◆ **Goal of the exercise**
For the entries that follow, state how many lines include the word "dead", giving the number and nothing else.

◆ **Records supplied**
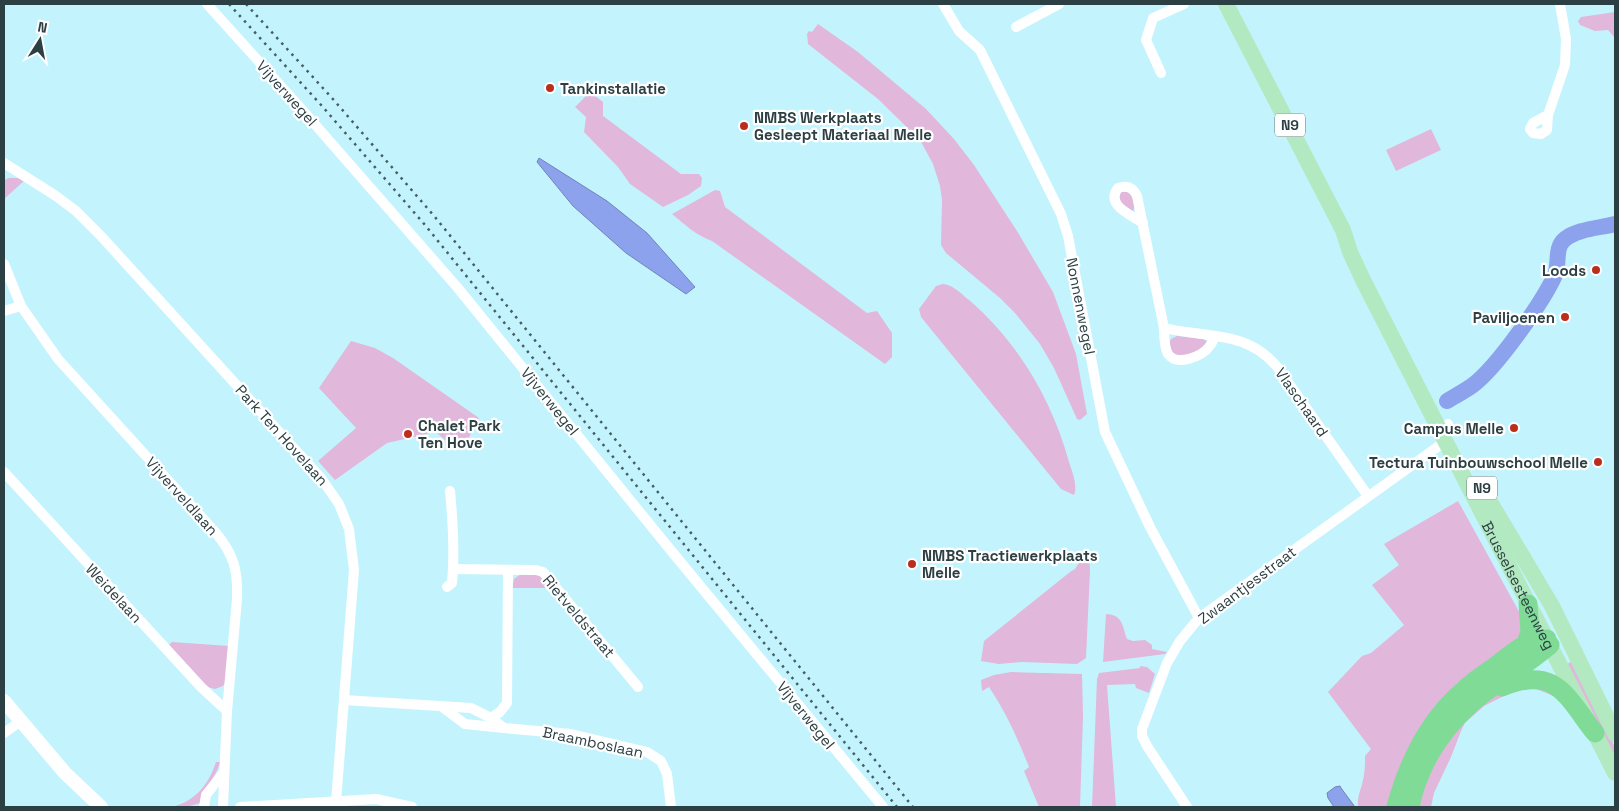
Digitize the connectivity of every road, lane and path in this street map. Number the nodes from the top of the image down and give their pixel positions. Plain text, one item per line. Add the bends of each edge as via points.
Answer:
1 (207, 4) edge
2 (943, 4) edge
3 (1059, 4) edge
4 (1184, 4) edge
5 (1226, 4) edge
6 (1560, 4) edge
7 (1016, 27) dead end
8 (1161, 73) dead end
9 (1548, 115) dead end
10 (4, 163) edge
11 (1142, 222) dead end
12 (1346, 236) junction
13 (4, 264) edge
14 (21, 306) junction
15 (4, 311) edge
16 (1164, 328) junction
17 (1215, 336) junction
18 (1448, 424) junction
19 (1445, 441) junction
20 (1461, 448) junction
21 (4, 472) edge
22 (450, 491) dead end
23 (1368, 496) junction
24 (454, 569) junction
25 (508, 570) junction
26 (448, 587) dead end
27 (1528, 604) junction
28 (1552, 606) junction
29 (1199, 618) junction
30 (1550, 641) junction
31 (1526, 642) junction
32 (1579, 663) junction
33 (638, 687) dead end
34 (1482, 694) junction
35 (344, 700) junction
36 (4, 701) edge
37 (440, 705) junction
38 (228, 711) junction
39 (492, 718) junction
40 (21, 721) junction
41 (504, 728) junction
42 (4, 733) edge
43 (1595, 733) junction
44 (1615, 734) edge
45 (224, 772) junction
46 (1615, 773) edge
47 (336, 802) junction
48 (101, 807) edge
49 (204, 807) edge
50 (223, 807) edge
51 (240, 807) edge
52 (412, 807) edge
53 (671, 807) edge
54 (882, 807) edge
55 (1188, 807) edge
56 (1396, 807) edge
57 (1410, 807) edge

1 - 54 street, Vijverwegel via 458,287
2 - 29 street, Nonnenwegel via 959,31 980,50 1061,214 1068,236 1105,432 1150,527
3 - 7 street
4 - 8 street via 1153,18 1146,40
5 - 12 main road, Brusselsesteenweg / N9
6 - 9 street via 1566,39 1565,65
10 - 35 street, Park Ten Hovelaan via 76,211 101,236 329,488 349,529 354,570
11 - 16 street
12 - 18 main road, Brusselsesteenweg / N9 via 1358,250
12 - 19 main road, Brusselsesteenweg / N9 via 1354,261
13 - 14 street, Vijverveldlaan
14 - 15 street
14 - 38 street, Vijverveldlaan via 58,359 216,533 232,557 237,575 237,599
16 - 17 street, Vlaschaard
16 - 17 street via 1168,354 1179,361 1190,359 1209,348
17 - 23 street, Vlaschaard via 1234,338 1255,346 1267,355
18 - 19 street
18 - 20 main road, Brusselsesteenweg / N9
19 - 20 street
19 - 23 street, Zwaantjesstraat
19 - 27 main road, Brusselsesteenweg / N9
20 - 28 main road, Brusselsesteenweg / N9 via 1493,509
21 - 38 street, Weidelaan via 201,687
22 - 24 street
23 - 29 street, Zwaantjesstraat
24 - 25 street, Rietveldstraat
24 - 26 street via 452,583
25 - 33 street, Rietveldstraat via 543,572
25 - 39 street via 507,703
27 - 30 main road, Brusselsesteenweg / N9
27 - 31 highway via 1530,632
28 - 30 main road
28 - 32 main road, Brusselsesteenweg / N9
29 - 55 street, Zwaantjesstraat via 1167,663 1142,732 1143,740
30 - 31 highway
30 - 32 main road via 1564,646
30 - 34 highway
30 - 43 main road, Brusselsesteenweg / N9
31 - 56 highway via 1463,690 1437,719 1418,747
32 - 44 main road, Brusselsesteenweg / N9
34 - 43 highway via 1518,680 1548,683 1573,701
34 - 57 highway via 1450,724 1438,741 1425,765
35 - 37 street
35 - 47 street, Park Ten Hovelaan
36 - 40 street
37 - 39 street via 471,708
37 - 41 street, Braamboslaan via 465,724
38 - 45 street, Vijverveldlaan
39 - 41 street
40 - 42 street
40 - 48 street via 71,779
41 - 53 street, Braamboslaan via 571,734 647,752 661,761 668,774
43 - 46 main road, Brusselsesteenweg / N9
45 - 49 street via 206,795
45 - 50 street, Vijverveldlaan
47 - 51 street
47 - 52 street via 376,799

◆ **Expected output**
7